Work order:
From the entries that follow, copy exactly the lines beginning at the line holding "middle mcp: (776, 813)" and continuing through the line holding "pinky mcp: (1514, 1028)".

------ Provided records

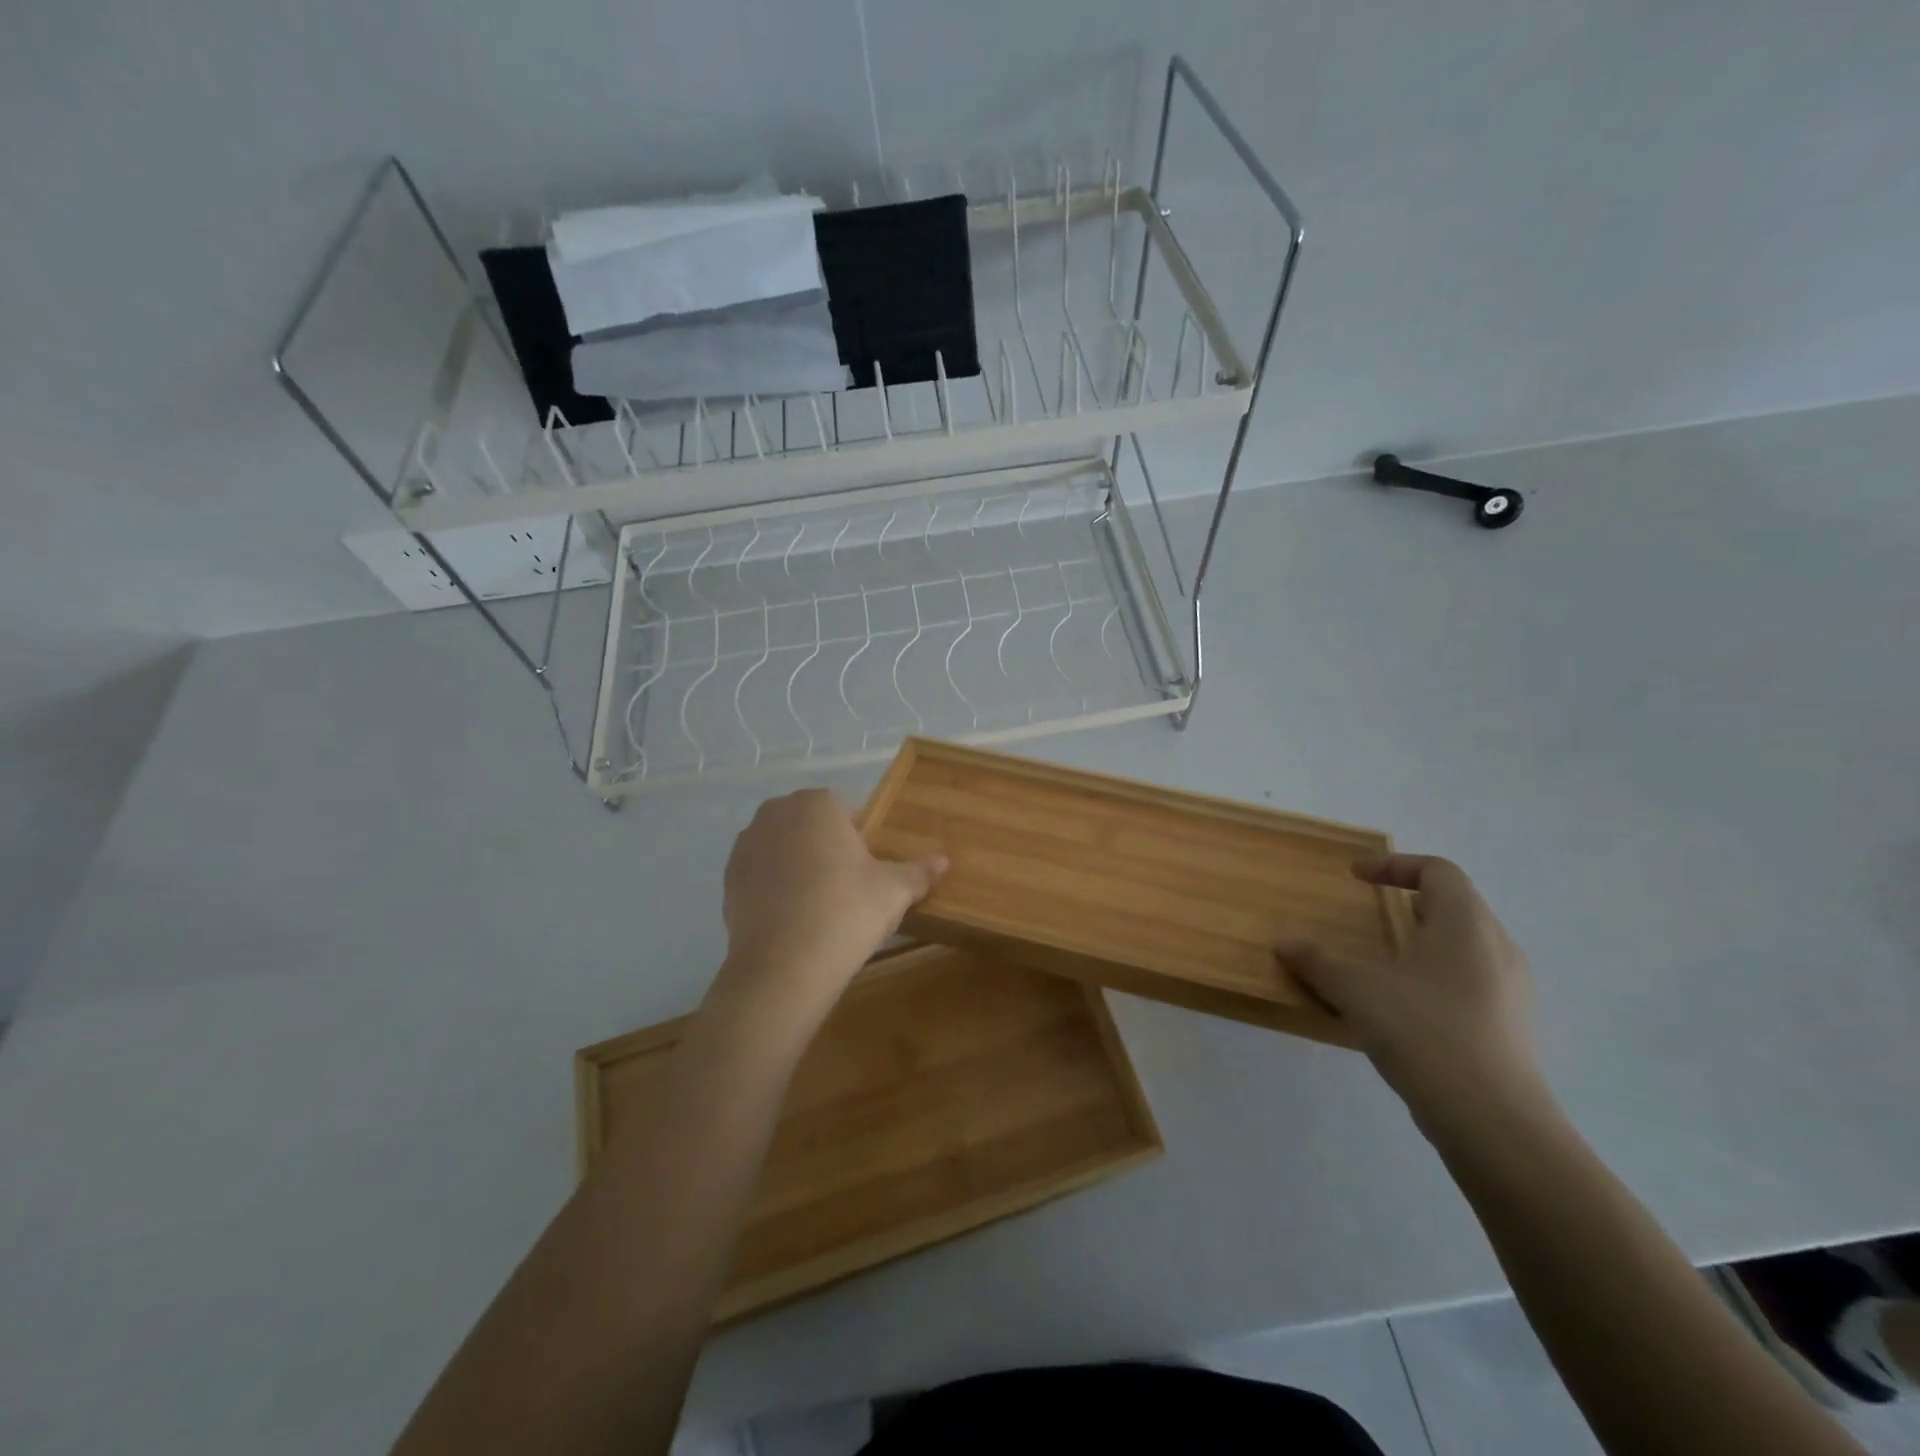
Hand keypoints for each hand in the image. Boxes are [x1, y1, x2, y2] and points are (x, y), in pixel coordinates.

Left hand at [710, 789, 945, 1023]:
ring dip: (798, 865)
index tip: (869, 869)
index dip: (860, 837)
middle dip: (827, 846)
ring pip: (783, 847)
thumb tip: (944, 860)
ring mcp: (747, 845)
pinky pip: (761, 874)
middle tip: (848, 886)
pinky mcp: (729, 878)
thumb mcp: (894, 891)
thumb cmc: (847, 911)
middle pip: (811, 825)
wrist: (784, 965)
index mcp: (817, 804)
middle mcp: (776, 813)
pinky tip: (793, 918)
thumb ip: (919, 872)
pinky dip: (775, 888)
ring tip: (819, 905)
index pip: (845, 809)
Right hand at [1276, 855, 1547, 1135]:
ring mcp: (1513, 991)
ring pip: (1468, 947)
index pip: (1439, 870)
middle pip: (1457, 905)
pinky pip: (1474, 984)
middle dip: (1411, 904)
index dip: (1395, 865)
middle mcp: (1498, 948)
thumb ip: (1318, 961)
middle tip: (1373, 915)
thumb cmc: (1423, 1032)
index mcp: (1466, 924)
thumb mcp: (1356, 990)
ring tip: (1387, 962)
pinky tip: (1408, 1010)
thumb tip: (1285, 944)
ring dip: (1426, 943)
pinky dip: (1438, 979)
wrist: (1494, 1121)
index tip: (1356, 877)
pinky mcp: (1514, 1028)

------------
------ Provided records

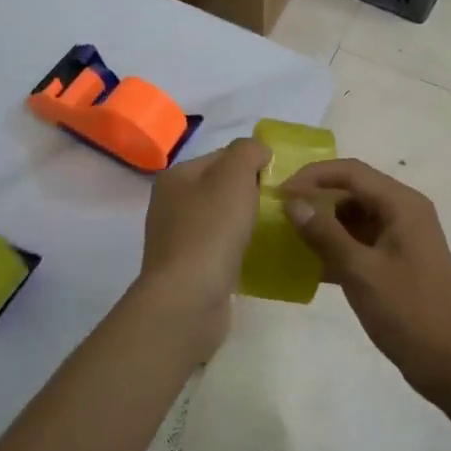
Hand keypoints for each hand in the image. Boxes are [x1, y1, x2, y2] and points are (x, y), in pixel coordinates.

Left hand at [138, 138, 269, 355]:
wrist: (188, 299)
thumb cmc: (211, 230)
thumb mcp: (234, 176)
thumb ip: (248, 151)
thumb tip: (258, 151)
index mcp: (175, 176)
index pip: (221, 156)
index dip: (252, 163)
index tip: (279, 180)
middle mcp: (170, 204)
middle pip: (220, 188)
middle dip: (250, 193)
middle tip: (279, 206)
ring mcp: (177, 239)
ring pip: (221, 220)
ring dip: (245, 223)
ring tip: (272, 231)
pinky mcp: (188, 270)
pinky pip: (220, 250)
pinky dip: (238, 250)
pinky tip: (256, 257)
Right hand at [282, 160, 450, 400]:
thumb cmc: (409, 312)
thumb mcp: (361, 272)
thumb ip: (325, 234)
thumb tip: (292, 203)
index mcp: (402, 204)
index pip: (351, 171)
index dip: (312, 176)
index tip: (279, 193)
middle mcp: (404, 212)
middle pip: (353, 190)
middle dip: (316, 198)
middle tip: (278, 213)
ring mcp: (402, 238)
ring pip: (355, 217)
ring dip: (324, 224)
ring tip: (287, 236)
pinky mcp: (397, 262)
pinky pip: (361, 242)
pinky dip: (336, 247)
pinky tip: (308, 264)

------------

Answer for this exercise:
middle mcp: (776, 813)
pinky tip: (793, 918)
thumb ip: (919, 872)
pinky dip: (775, 888)
ring tip: (819, 905)
index pip: (845, 809)
Right hand at [1276, 855, 1547, 1135]:
ring mcp: (1513, 991)
ring pip: (1468, 947)
index pip: (1439, 870)
middle pip: (1457, 905)
pinky pip: (1474, 984)
middle dip: (1411, 904)
index dip: (1395, 865)
middle mcp: (1498, 948)
thumb ip: (1318, 961)
middle tip: (1373, 915)
thumb cmc: (1423, 1032)
index mcp: (1466, 924)
thumb mcp: (1356, 990)
ring tip: (1387, 962)
pinky tip: (1408, 1010)
thumb tip: (1285, 944)
ring dip: (1426, 943)
pinky dip: (1438, 979)
wrist: (1494, 1121)
index tip: (1356, 877)
pinky mcp: (1514, 1028)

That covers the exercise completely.